Solomon’s pitch to Trenton: You need us as much as we need you

Jersey City's new mayor says city's fiscal survival and Sherrill's policy goals are tied together

The budget math in Jersey City is hard. The clock is running. That’s why Mayor James
Solomon is publicly making his case to Trenton.

“Jersey City’s economic growth is really New Jersey’s economic growth,” Solomon said
Thursday at the Jersey City Summit for Real Estate, Economic Development &
Innovation. “New Jersey cannot meet its goals, and particularly Governor Sherrill cannot
meet her goals, without Jersey City continuing to be an economic partner.”
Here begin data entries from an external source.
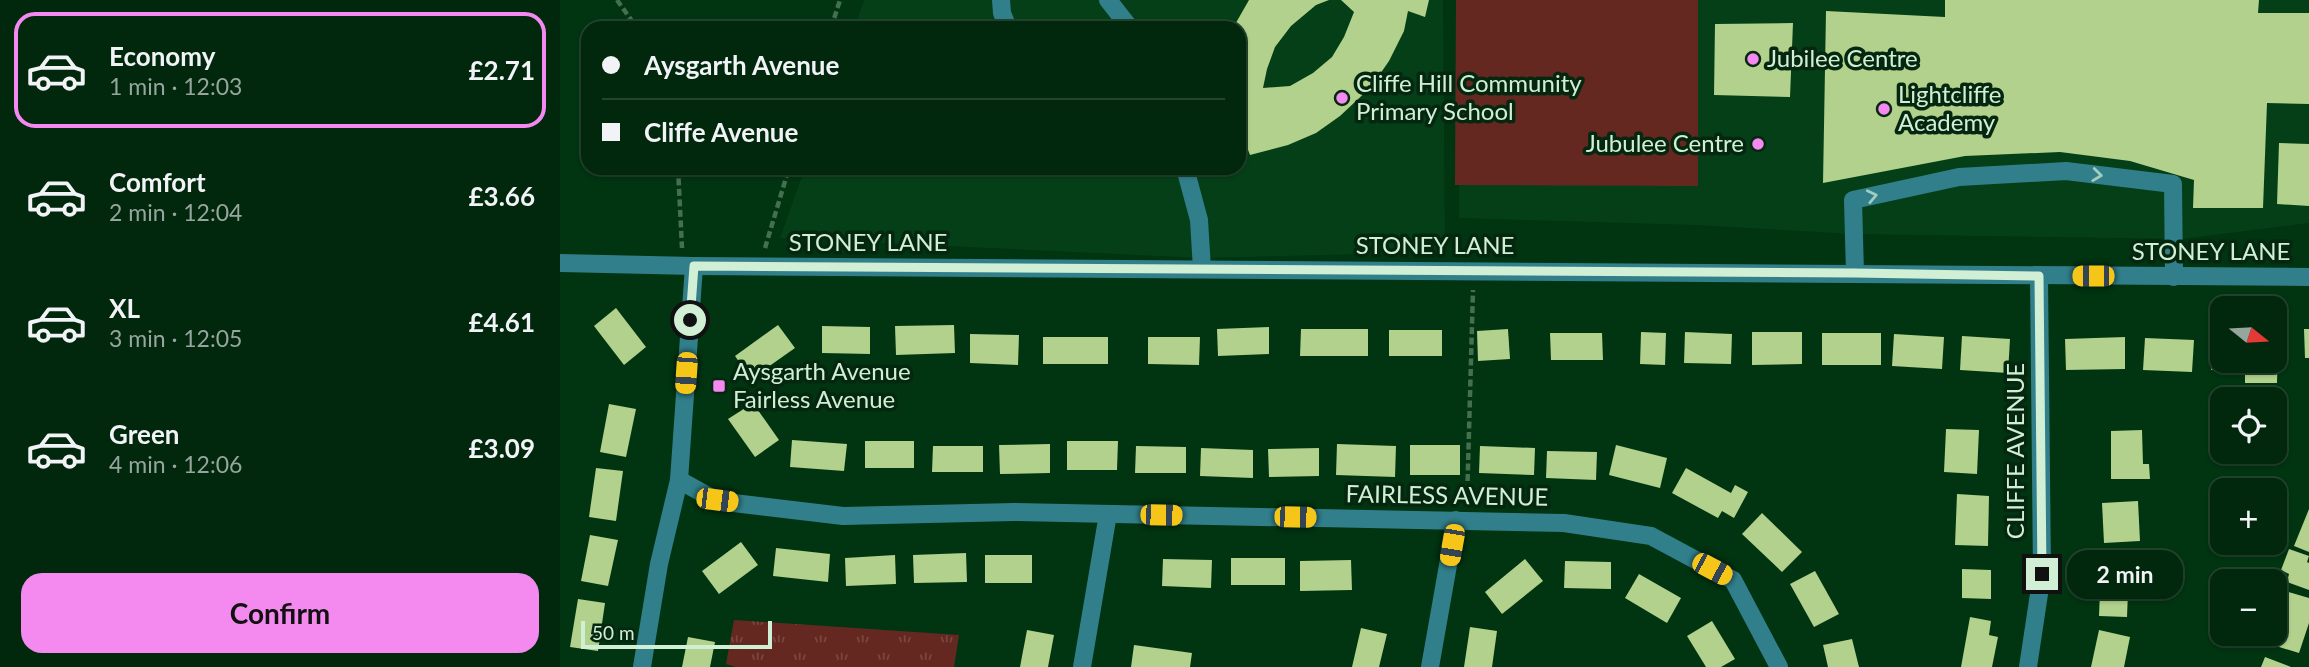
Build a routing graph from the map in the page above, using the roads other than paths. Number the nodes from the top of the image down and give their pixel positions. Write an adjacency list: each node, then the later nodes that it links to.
1 (1000, 0): 3 (street)
2 (1108, 0): 4 (street)
3 (1005, 21)
4 (1124, 21)
5 (1187, 175): 8 (street)
6 (560, 263): 7 (street, STONEY LANE)
7 (688, 266): 8 (street, STONEY LANE); 13 (street)
8 (1202, 269): 9 (street, STONEY LANE)
9 (1855, 273): 10 (street, STONEY LANE); 11 (street, one-way to 11)
10 (2039, 276): 11 (street, STONEY LANE); 20 (street, CLIFFE AVENUE)
11 (2174, 277): 12 (street, STONEY LANE)
12 (2309, 277)
13 (679, 480): 14 (street, FAIRLESS AVENUE); 16 (street)
14 (1108, 514): 15 (street, FAIRLESS AVENUE); 17 (street)
15 (1456, 520): 18 (street); 19 (street, FAIRLESS AVENUE)
16 (642, 667)
17 (1082, 667)
18 (1430, 667)
19 (1779, 667)
20 (2028, 667)

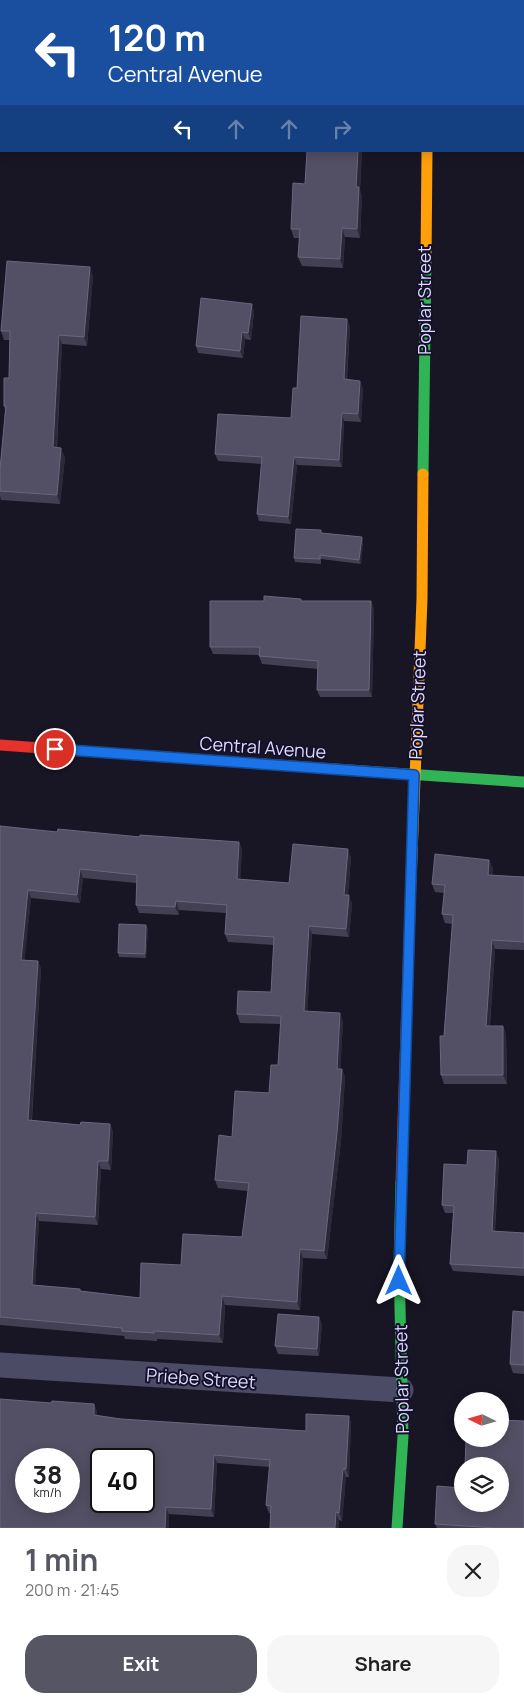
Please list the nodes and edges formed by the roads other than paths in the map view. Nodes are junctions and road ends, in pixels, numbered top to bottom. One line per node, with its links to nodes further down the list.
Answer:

It’s a pointed argument — and a deliberate one. Solomon, four months into his first
term, inherited a city with significant debt and a credit rating that has been downgraded
five times in three years. He is optimistic about the path forward. He is also realistic
about what it requires.

“We have a plan to get ourselves through this with significant state support this year,”
he said.

The leverage Solomon is applying is rooted in geography and politics. Governor Sherrill
has made housing affordability and housing production signature themes of her
administration. Those goals, Solomon argued, run directly through Jersey City — one of
the state’s most active development markets and a critical piece of the regional housing
supply puzzle.

It’s the kind of argument that often works in Trenton.

Jersey City’s development pipeline — even with debates around affordable housing and
pilot agreements — remains one of the most active in the Northeast.

“We think ultimately the governor and the legislature will provide that support,” Solomon
said. “But we’ll know on June 30, because that’s when the budget is due.”

Solomon said the city has a plan. And that the conversations in Trenton are going well.

He is not predicting a crisis, but the goal he laid out — a city whose credit rating rises,
whose property taxes track inflation, and whose budget is structurally stable year over
year — requires getting through this year first.

“There won’t be perfect this year,” he acknowledged. “But going forward, we believe
we’ll be in a place where we can have a budget that’s sustainable.”